- Information:
******************************
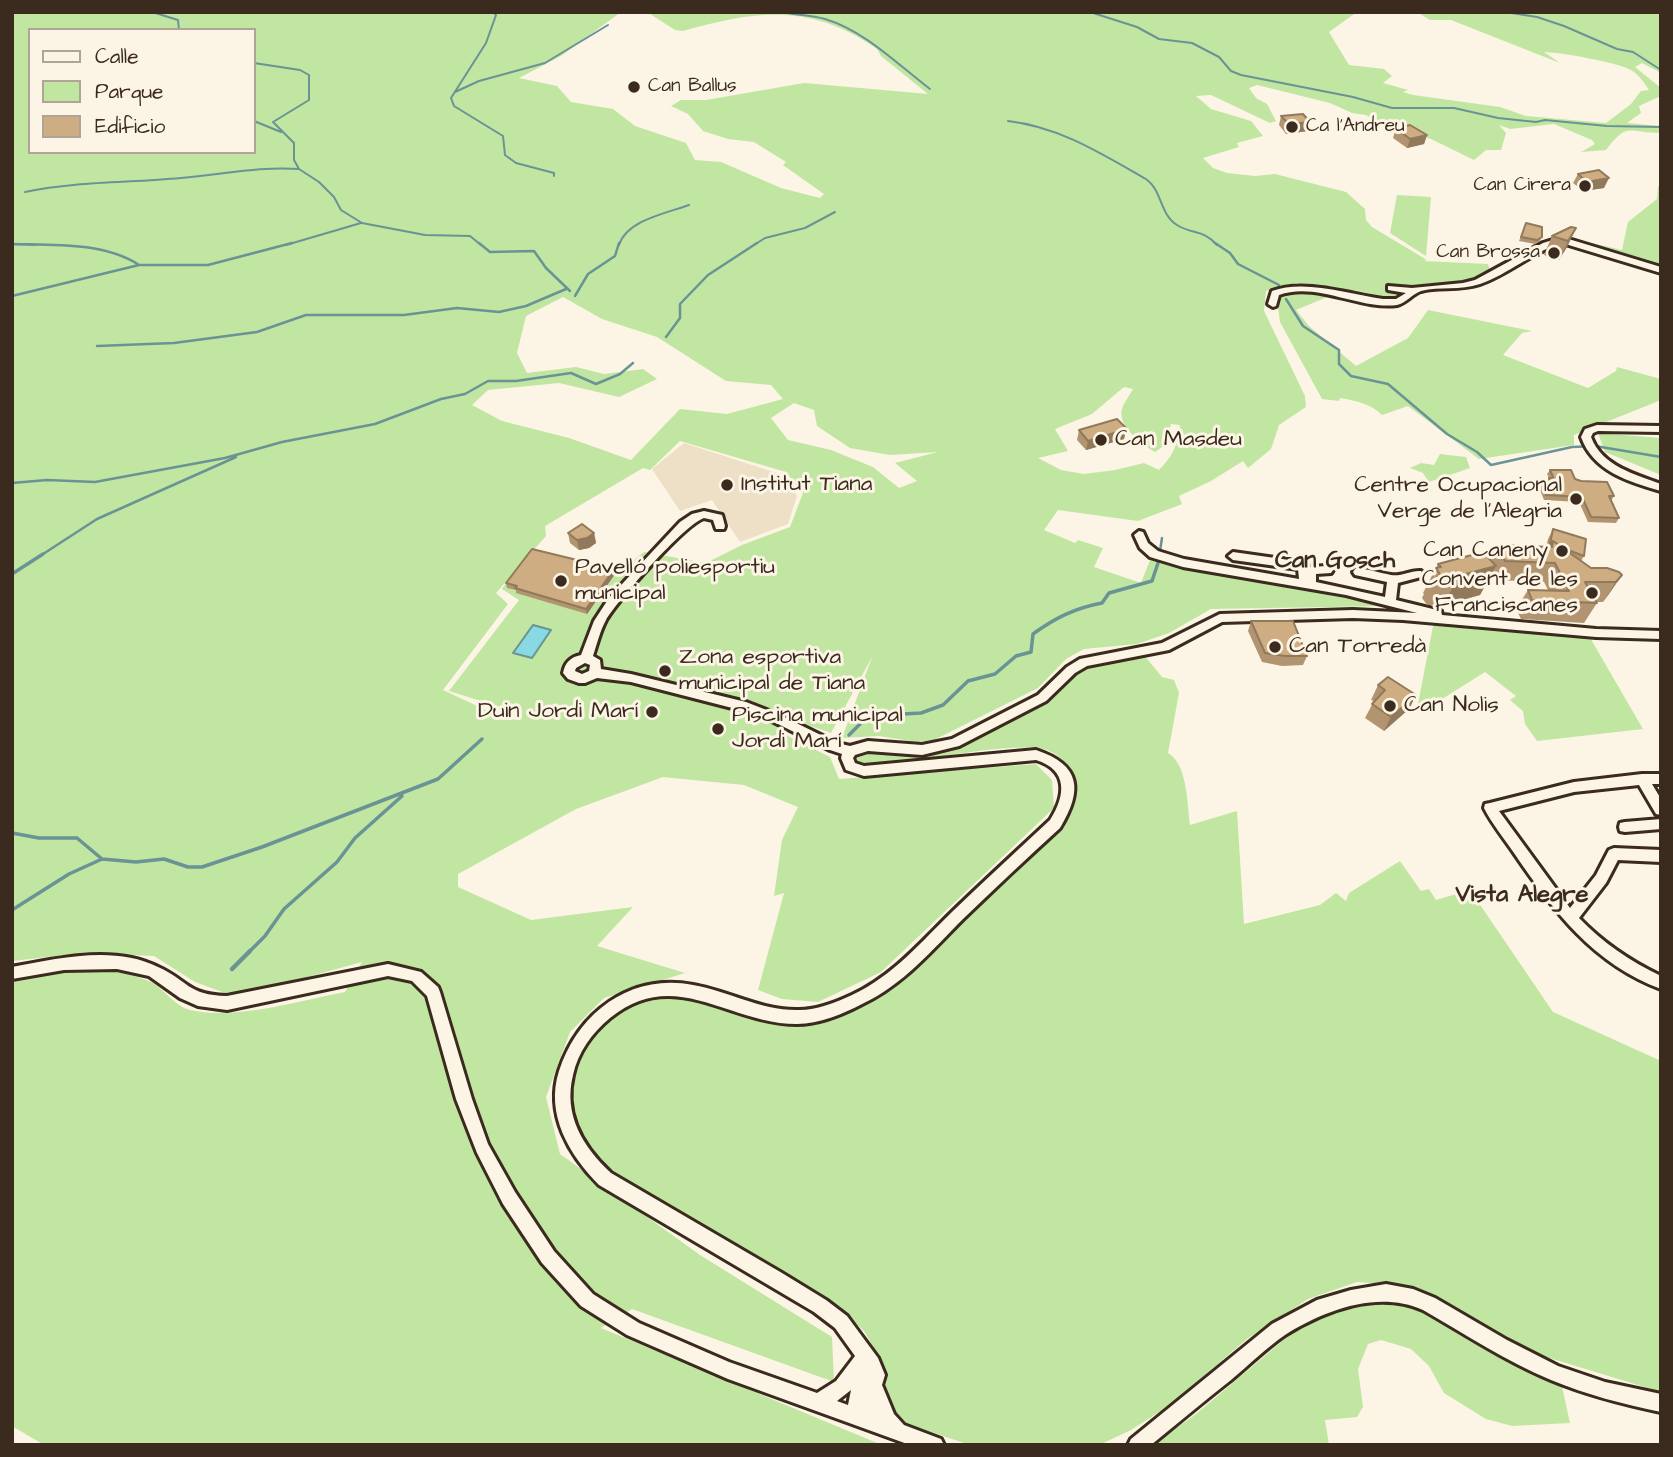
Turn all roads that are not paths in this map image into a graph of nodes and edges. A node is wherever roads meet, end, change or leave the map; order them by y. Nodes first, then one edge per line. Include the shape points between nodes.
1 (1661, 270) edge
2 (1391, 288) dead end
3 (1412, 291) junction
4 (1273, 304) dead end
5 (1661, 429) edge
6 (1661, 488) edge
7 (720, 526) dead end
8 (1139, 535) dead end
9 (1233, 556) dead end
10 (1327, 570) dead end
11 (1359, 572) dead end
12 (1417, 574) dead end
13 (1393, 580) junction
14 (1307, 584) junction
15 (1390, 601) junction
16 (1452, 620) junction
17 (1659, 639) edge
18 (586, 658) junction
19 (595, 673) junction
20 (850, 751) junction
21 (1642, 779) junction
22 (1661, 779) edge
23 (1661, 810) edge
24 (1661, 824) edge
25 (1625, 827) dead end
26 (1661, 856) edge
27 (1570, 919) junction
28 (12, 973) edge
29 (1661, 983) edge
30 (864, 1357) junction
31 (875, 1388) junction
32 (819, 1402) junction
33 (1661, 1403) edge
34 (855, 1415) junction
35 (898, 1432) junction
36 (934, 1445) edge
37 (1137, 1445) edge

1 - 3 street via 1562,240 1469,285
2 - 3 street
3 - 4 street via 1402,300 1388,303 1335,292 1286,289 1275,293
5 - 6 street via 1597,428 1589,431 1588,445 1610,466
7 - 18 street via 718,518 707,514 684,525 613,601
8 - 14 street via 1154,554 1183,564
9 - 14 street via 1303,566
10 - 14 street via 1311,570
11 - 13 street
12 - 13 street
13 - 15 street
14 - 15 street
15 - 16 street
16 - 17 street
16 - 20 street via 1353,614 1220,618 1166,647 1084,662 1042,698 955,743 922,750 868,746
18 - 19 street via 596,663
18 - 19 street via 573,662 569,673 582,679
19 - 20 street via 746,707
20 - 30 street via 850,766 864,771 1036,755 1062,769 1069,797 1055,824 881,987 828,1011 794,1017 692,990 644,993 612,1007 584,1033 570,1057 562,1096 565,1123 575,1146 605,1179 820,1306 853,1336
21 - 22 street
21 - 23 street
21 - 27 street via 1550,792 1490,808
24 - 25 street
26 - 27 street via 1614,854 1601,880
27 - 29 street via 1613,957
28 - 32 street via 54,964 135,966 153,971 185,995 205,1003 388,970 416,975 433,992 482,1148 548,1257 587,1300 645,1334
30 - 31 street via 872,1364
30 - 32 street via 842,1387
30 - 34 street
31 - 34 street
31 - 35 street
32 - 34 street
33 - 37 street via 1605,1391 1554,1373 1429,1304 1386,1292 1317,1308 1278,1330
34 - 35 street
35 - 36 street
******************************
- Assigned task:
Could you print the listing above word for word, without its pictures?

- Solution to this problem:
Turn all roads that are not paths in this map image into a graph of nodes and edges. A node is wherever roads meet, end, change or leave the map; order them by y. Nodes first, then one edge per line. Include the shape points between nodes.
1 (1661, 270) edge
2 (1391, 288) dead end
3 (1412, 291) junction
4 (1273, 304) dead end
5 (1661, 429) edge
6 (1661, 488) edge
7 (720, 526) dead end
8 (1139, 535) dead end
9 (1233, 556) dead end
10 (1327, 570) dead end
11 (1359, 572) dead end
12 (1417, 574) dead end
13 (1393, 580) junction
14 (1307, 584) junction
15 (1390, 601) junction
16 (1452, 620) junction
17 (1659, 639) edge
18 (586, 658) junction
19 (595, 673) junction
20 (850, 751) junction
21 (1642, 779) junction
22 (1661, 779) edge
23 (1661, 810) edge
24 (1661, 824) edge
25 (1625, 827) dead end
26 (1661, 856) edge
27 (1570, 919) junction
28 (12, 973) edge
29 (1661, 983) edge
30 (864, 1357) junction
31 (875, 1388) junction
32 (819, 1402) junction
33 (1661, 1403) edge
34 (855, 1415) junction
35 (898, 1432) junction
36 (934, 1445) edge
37 (1137, 1445) edge

1 - 3 street via 1562,240 1469,285
2 - 3 street
3 - 4 street via 1402,300 1388,303 1335,292 1286,289 1275,293
5 - 6 street via 1597,428 1589,431 1588,445 1610,466
7 - 18 street via 718,518 707,514 684,525 613,601
8 - 14 street via 1154,554 1183,564
9 - 14 street via 1303,566
10 - 14 street via 1311,570
11 - 13 street
12 - 13 street
13 - 15 street
14 - 15 street
15 - 16 street
16 - 17 street
16 - 20 street via 1353,614 1220,618 1166,647 1084,662 1042,698 955,743 922,750 868,746
18 - 19 street via 596,663
18 - 19 street via 573,662 569,673 582,679
19 - 20 street via 746,707
20 - 30 street via 850,766 864,771 1036,755 1062,769 1069,797 1055,824 881,987 828,1011 794,1017 692,990 644,993 612,1007 584,1033 570,1057 562,1096 565,1123 575,1146 605,1179 820,1306 853,1336
21 - 22 street
21 - 23 street
21 - 27 street via 1550,792 1490,808
24 - 25 street
26 - 27 street via 1614,854 1601,880
27 - 29 street via 1613,957
28 - 32 street via 54,964 135,966 153,971 185,995 205,1003 388,970 416,975 433,992 482,1148 548,1257 587,1300 645,1334
30 - 31 street via 872,1364
30 - 32 street via 842,1387
30 - 34 street
31 - 34 street
31 - 35 street
32 - 34 street
33 - 37 street via 1605,1391 1554,1373 1429,1304 1386,1292 1317,1308 1278,1330
34 - 35 street
35 - 36 street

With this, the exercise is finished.